Write down the rational function f(x) = 3x/x^2. Write down the polynomial in the denominator and equate it to 0, "x^2 =0." Solve for the variable x. Observe that the number 0 is the only value for x that will make this equation true. Conclude that the domain of f(x) is all real numbers except the number 0, since f(0) = 3*0/0^2 = 0/0 and dividing by 0 produces an undefined number (which is not a real number).
Write down the rational function f(x) = x/(x-3). Write the polynomial in the denominator and equate it to 0, "x-3 =0." Solve for the variable x. Observe that the number 3 is the only value for x that will make this equation true. Conclude that the domain of f(x) is all real numbers except the number 3, since f(3) = 3/(3-3) = 3/0 and dividing by 0 produces an undefined number.
Record the rational function f(x) = (x^2 + 3)/(x + 10). Write down the polynomial in the denominator and equate it to 0, "x + 10 =0." Solve for the variable x. Observe that the number -10, is the only value for x that will make this equation true. Conclude that the domain of f(x) is all real numbers except the number -10, since f(-10) = 103/(-10 + 10) = 103/0 and dividing by 0 produces an undefined number.
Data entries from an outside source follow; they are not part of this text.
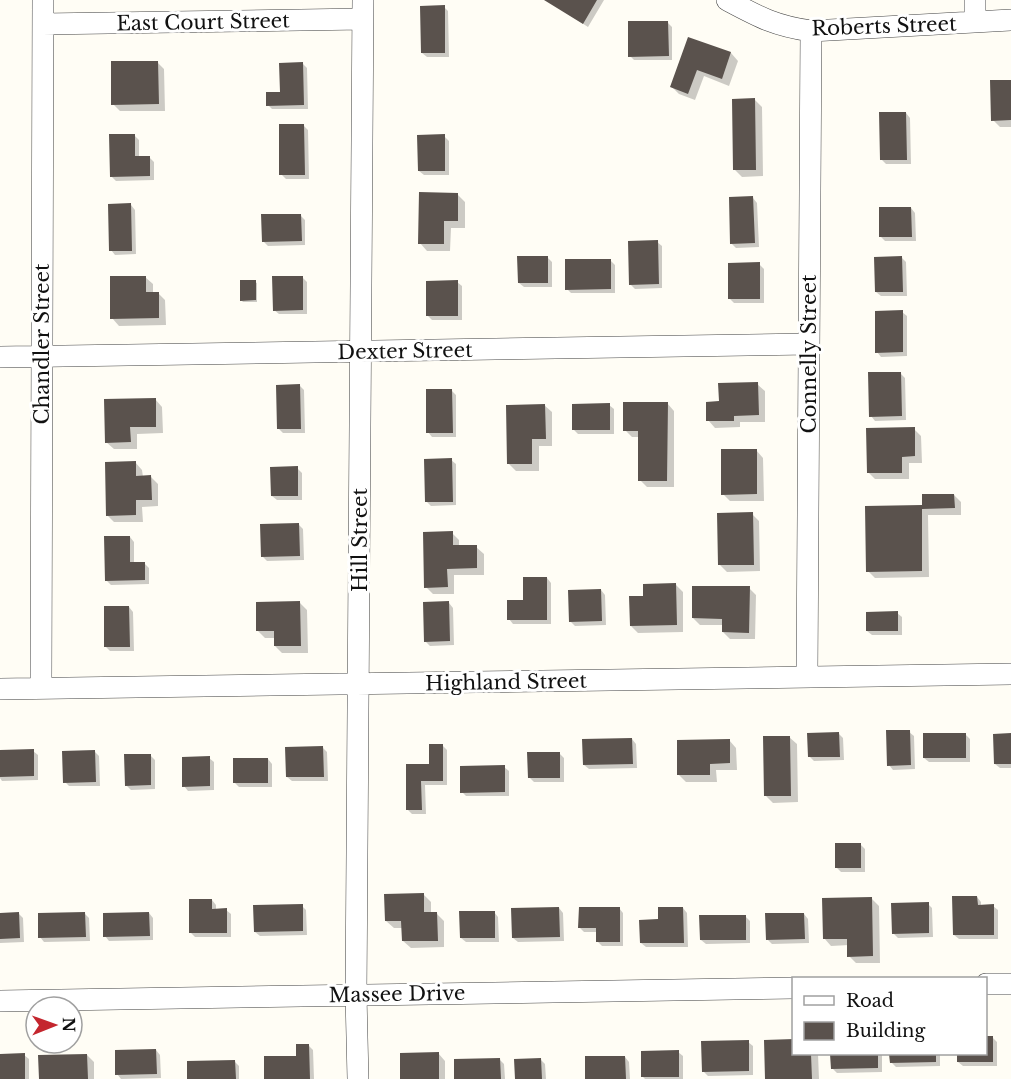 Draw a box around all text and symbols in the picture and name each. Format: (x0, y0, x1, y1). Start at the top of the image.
street label: East Court Street (116, 8, 290, 36)
street label: Roberts Street (811, 11, 957, 41)
street label: Chandler Street (30, 263, 54, 425)
street label: Connelly Street (797, 274, 821, 434)
street label: Dexter Street (337, 338, 473, 364)
street label: Hill Street (348, 487, 372, 592)
street label: Highland Street (425, 669, 588, 695)
legend (792, 977, 987, 1055)
street label: Massee Drive (328, 981, 466, 1007)
text: Road (846, 990, 894, 1012)
north arrow (24, 995, 84, 1055)
text: N (59, 1017, 79, 1032)
text: Building (846, 1020, 925, 1042) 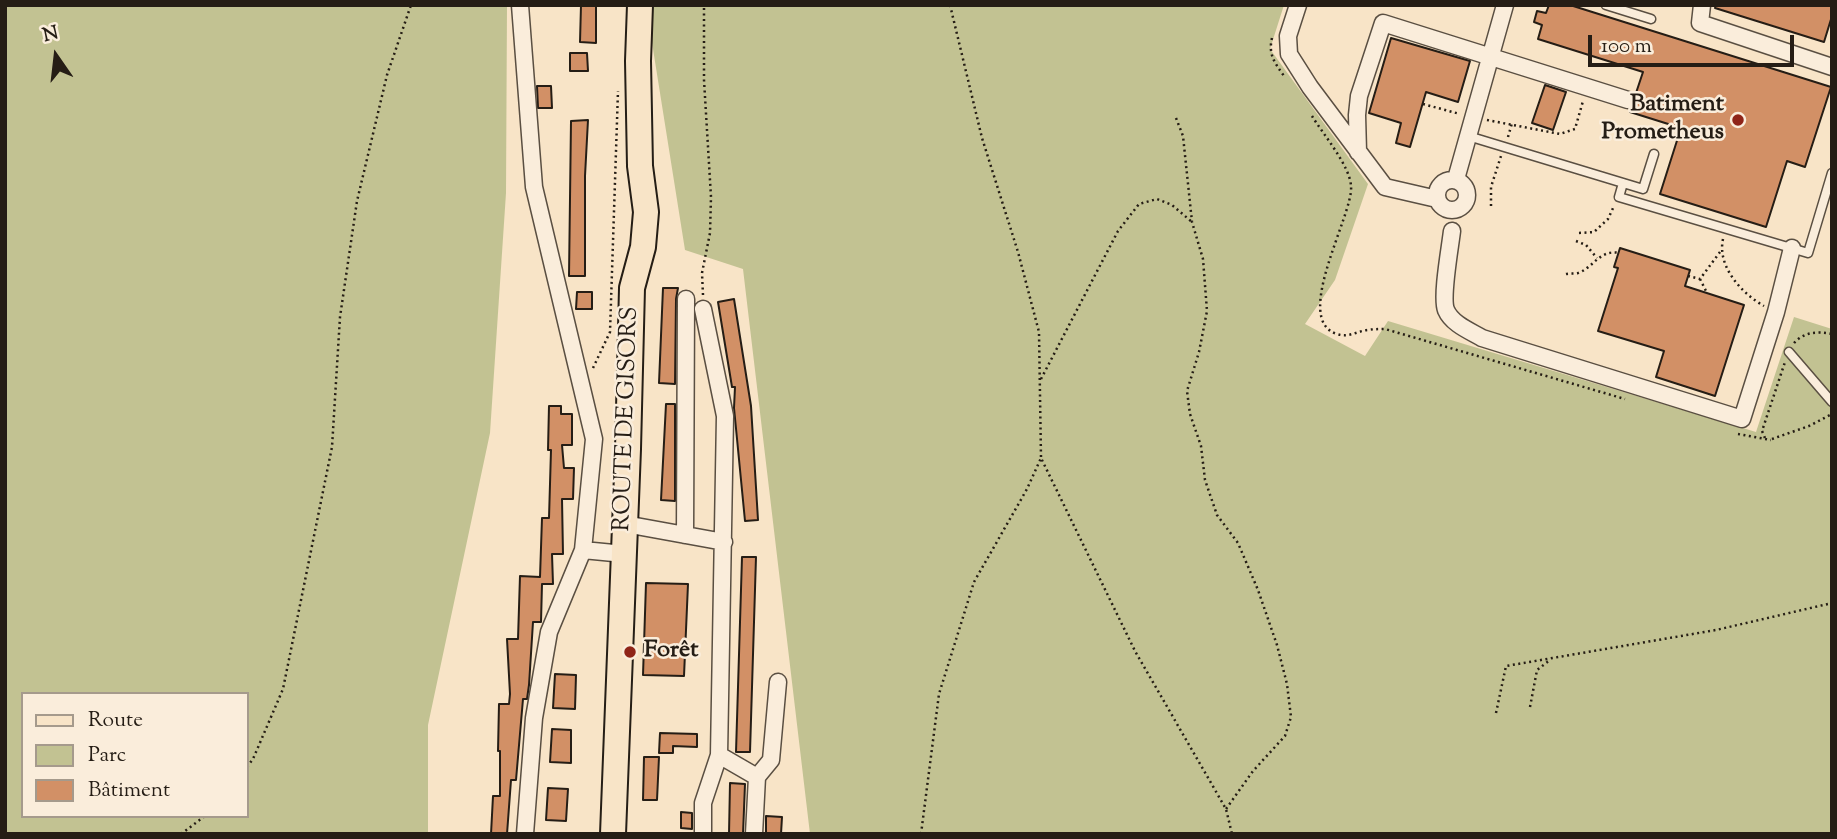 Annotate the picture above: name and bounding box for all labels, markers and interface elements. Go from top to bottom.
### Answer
text: N [40,20,61,50]
north arrow [21,21,91,91]
scale bar [1592,21,1798,65]
text: 100 m [1601,32,1652,62]
place label: Batiment Prometheus [1602,92,1724,148]
marker: Batiment Prometheus [1730,112,1746,128]
street label: ROUTE DE GISORS [610,306,646,532]
place label: Forêt [644,638,698,666]
marker: Forêt [622,644,638,660]
legend [21,692,248,818]
text: Route [88,706,143,736]
text: Parc [88,741,126,771]
text: Bâtiment [88,776,170,806] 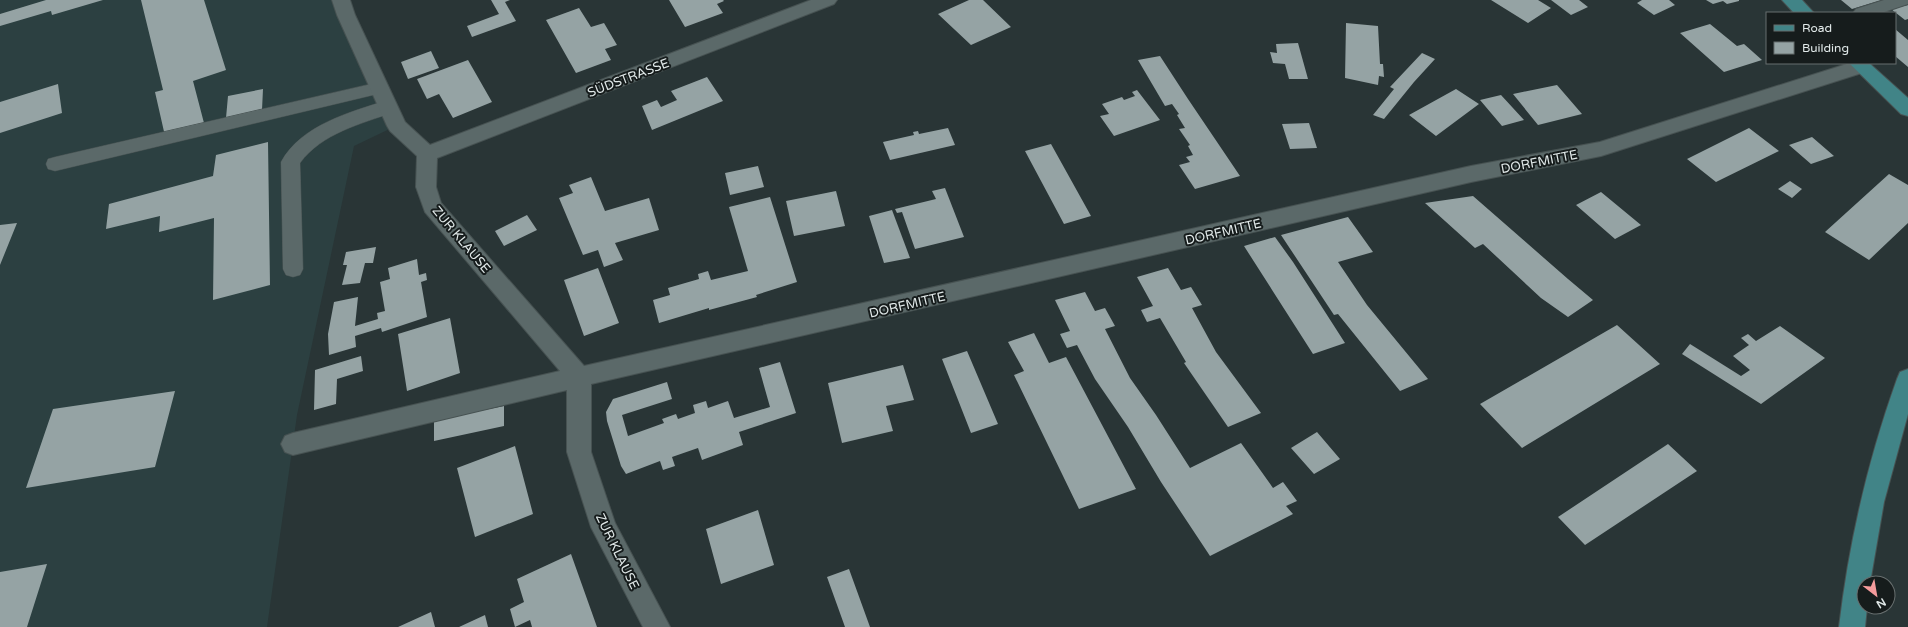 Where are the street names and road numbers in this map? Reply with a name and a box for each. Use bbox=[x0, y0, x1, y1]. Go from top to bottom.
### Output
street label: SÜDSTRASSE bbox=[585, 55, 672, 101]
street label: DORFMITTE bbox=[1499, 147, 1579, 177]
street label: ZUR KLAUSE bbox=[429, 203, 494, 276]
street label: DORFMITTE bbox=[1183, 215, 1263, 249]
street label: DORFMITTE bbox=[867, 288, 947, 322]
street label: ZUR KLAUSE bbox=[592, 511, 642, 592] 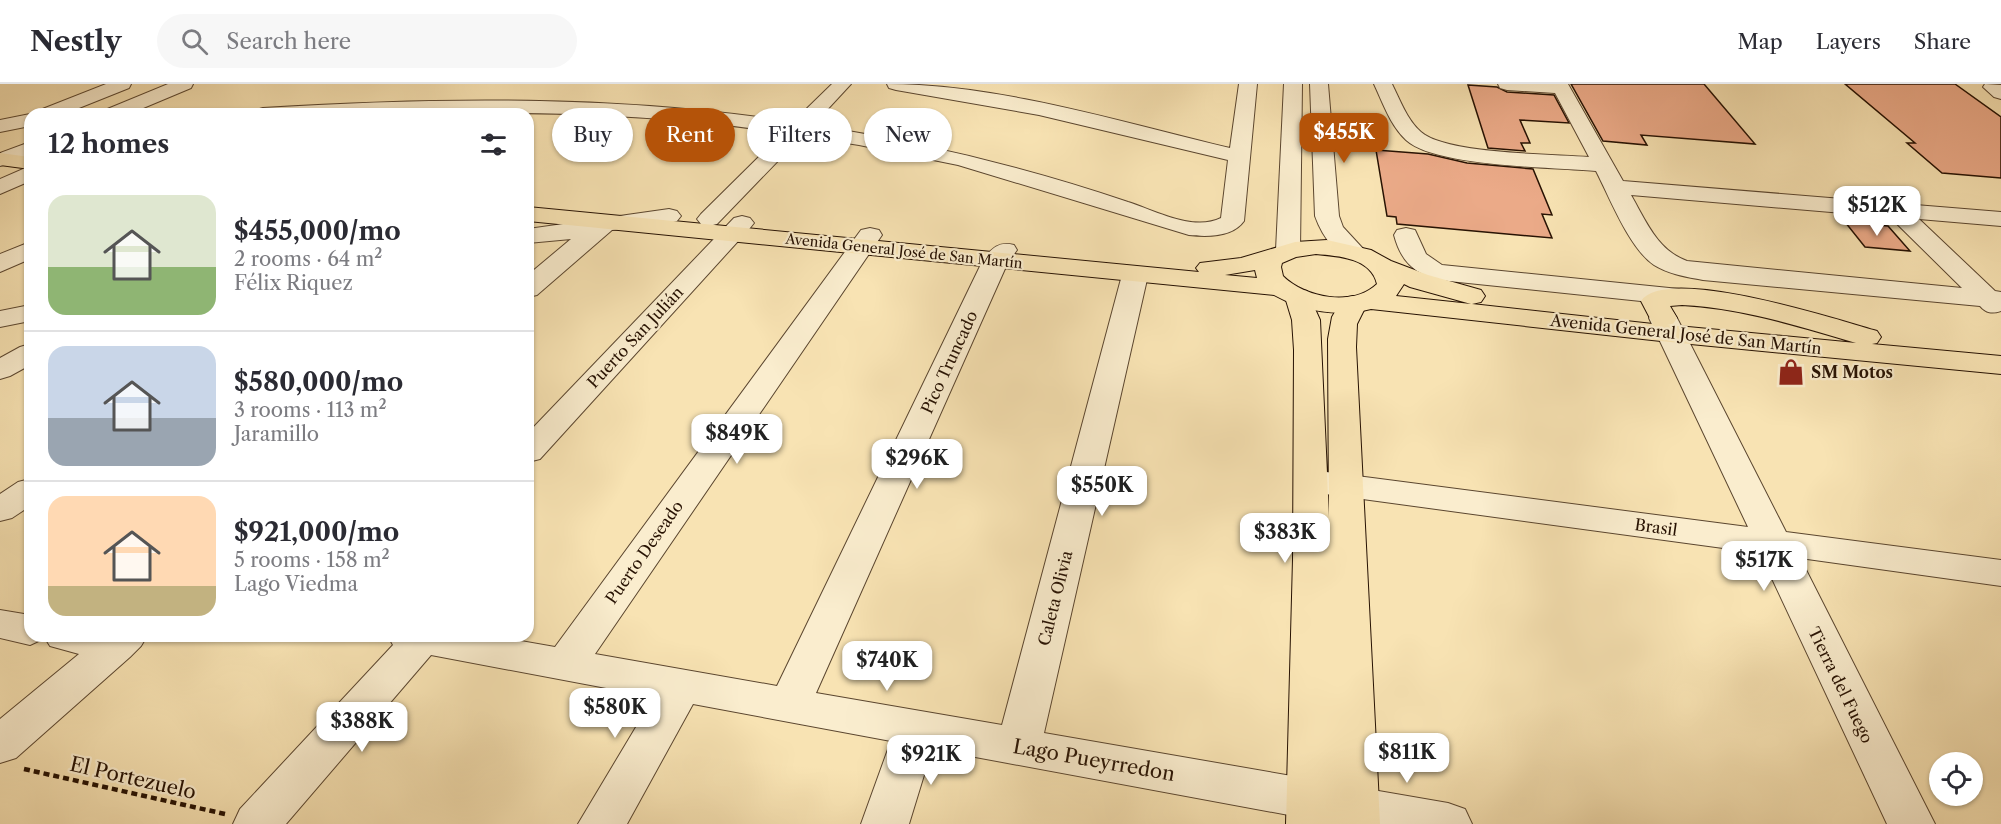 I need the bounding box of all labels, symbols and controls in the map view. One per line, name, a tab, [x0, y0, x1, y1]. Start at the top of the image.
search box	[157, 14, 577, 68]
text: Nestly	[30, 24, 121, 58]
icon: search	[178, 25, 211, 58]
text: Search here	[226, 28, 351, 55]
text: Map	[1738, 29, 1783, 54]
text: Layers	[1816, 29, 1881, 54]
text: Share	[1914, 29, 1971, 54]
chip: Buy	[552, 108, 633, 162]
chip: Rent	[645, 108, 735, 162]
chip: Filters	[747, 108, 852, 162]
chip: New	[864, 108, 952, 162]
pin: $455K	[1302, 113, 1386, 164]
text: $455K	[1313, 120, 1375, 144]
text: 12 homes	[48, 128, 169, 160]
icon: filters	[477, 128, 510, 161]
pin: $512K	[1835, 186, 1919, 237]
text: $512K	[1848, 193, 1907, 217]
text: $455,000/mo	[234, 215, 401, 247]
icon: home	[96, 219, 168, 291]
street label: Avenida General José de San Martín	[783, 229, 1024, 272]
text: 2 rooms · 64 m²	[234, 247, 383, 271]
text: Félix Riquez	[234, 271, 353, 295]
street label: Puerto San Julián	[583, 282, 687, 392]
street label: Pico Truncado	[916, 307, 982, 417]
street label: Avenida General José de San Martín	[1548, 310, 1823, 358]
shop icon: SM Motos	[1776, 357, 1806, 387]
place label: SM Motos	[1811, 362, 1893, 382]
text: $580,000/mo	[234, 366, 403, 398]
icon: home	[96, 370, 168, 442]
text: 3 rooms · 113 m²	[234, 398, 387, 422]
pin: $849K	[695, 414, 779, 465]
text: $849K	[705, 421, 769, 445]
text: Jaramillo	[234, 422, 319, 446]
pin: $296K	[875, 439, 959, 490]
text: $296K	[886, 446, 948, 470]
pin: $550K	[1060, 466, 1144, 517]
text: $550K	[1071, 473, 1133, 497]
street label: Puerto Deseado	[601, 496, 687, 608]
pin: $383K	[1243, 513, 1327, 564]
street label: Brasil	[1633, 514, 1679, 540]
text: $921,000/mo	[234, 516, 399, 548]
icon: home	[96, 520, 168, 592]
text: $383K	[1254, 520, 1316, 544]
pin: $517K	[1722, 541, 1806, 592]
text: 5 rooms · 158 m²	[234, 548, 390, 572]
street label: Caleta Olivia	[1034, 548, 1077, 648]
text: $517K	[1735, 548, 1793, 572]
text: Lago Viedma	[234, 572, 358, 596]
street label: Tierra del Fuego	[1804, 624, 1878, 746]
pin: $740K	[845, 641, 929, 692]
text: $740K	[856, 648, 918, 672]
pin: $580K	[573, 688, 657, 739]
text: $580K	[583, 695, 647, 719]
pin: $388K	[320, 702, 404, 753]
text: $388K	[330, 709, 394, 733]
pin: $811K	[1365, 733, 1449, 784]
street label: Lago Pueyrredon	[1011, 734, 1177, 786]
pin: $921K	[889, 735, 973, 786]
text: $811K	[1378, 740, 1436, 764]
text: $921K	[901, 742, 961, 766]
street label: El Portezuelo	[68, 752, 198, 804]
map controls	[1929, 752, 1983, 806]
button: locate	[1929, 752, 1983, 806] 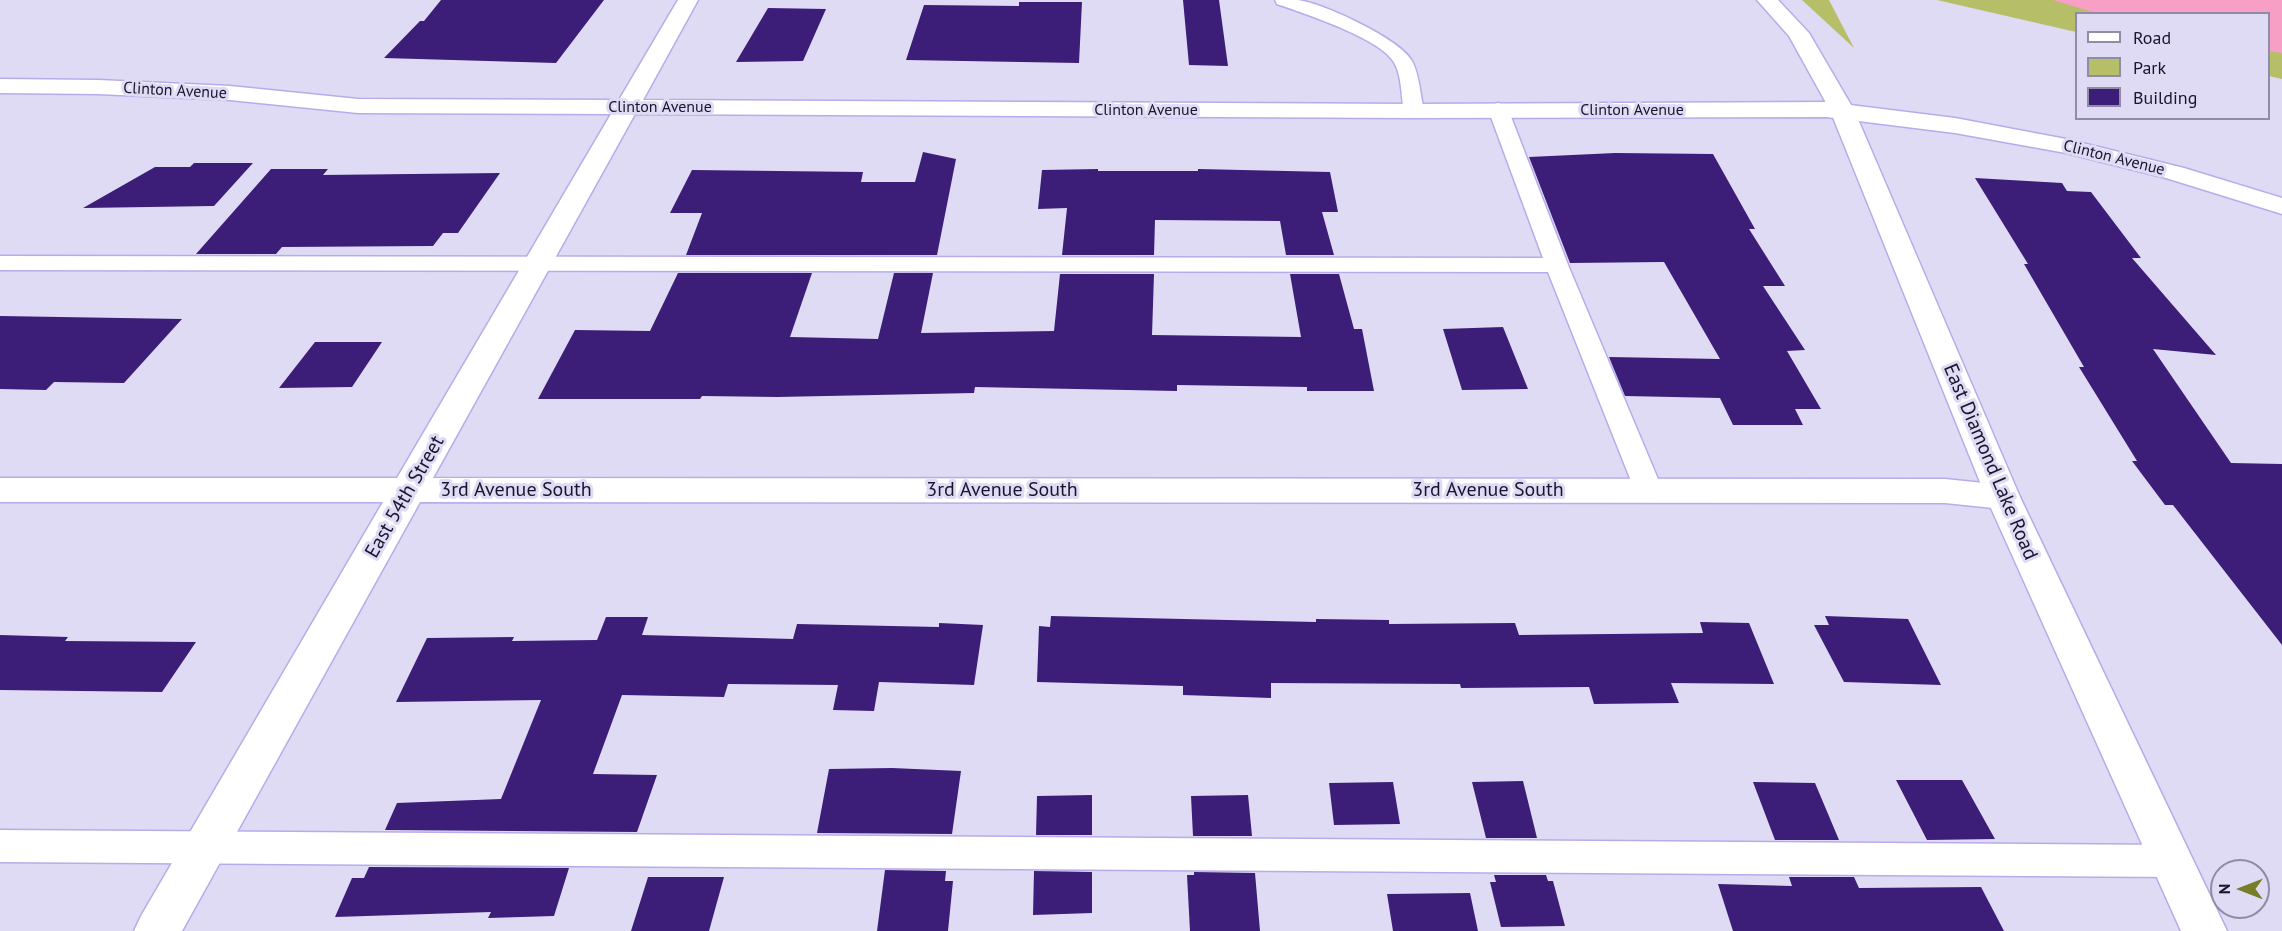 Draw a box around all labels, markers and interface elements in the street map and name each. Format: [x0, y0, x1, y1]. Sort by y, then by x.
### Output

Write the rational function f(x) = (x^2 + 3)/(x^2 -1). Write down the polynomial in the denominator and equate it to 0, "x^2 - 1 =0." Solve for the variable x. Observe that the number -1 and the number 1 are the only two values that will make this equation true. Conclude that the domain of f(x) is all real numbers except the numbers 1 and -1 since f(1) = 4/(1 -1) = 1/0 and f(-1) = 4/(1 -1) = 1/0 and dividing by 0 produces undefined numbers.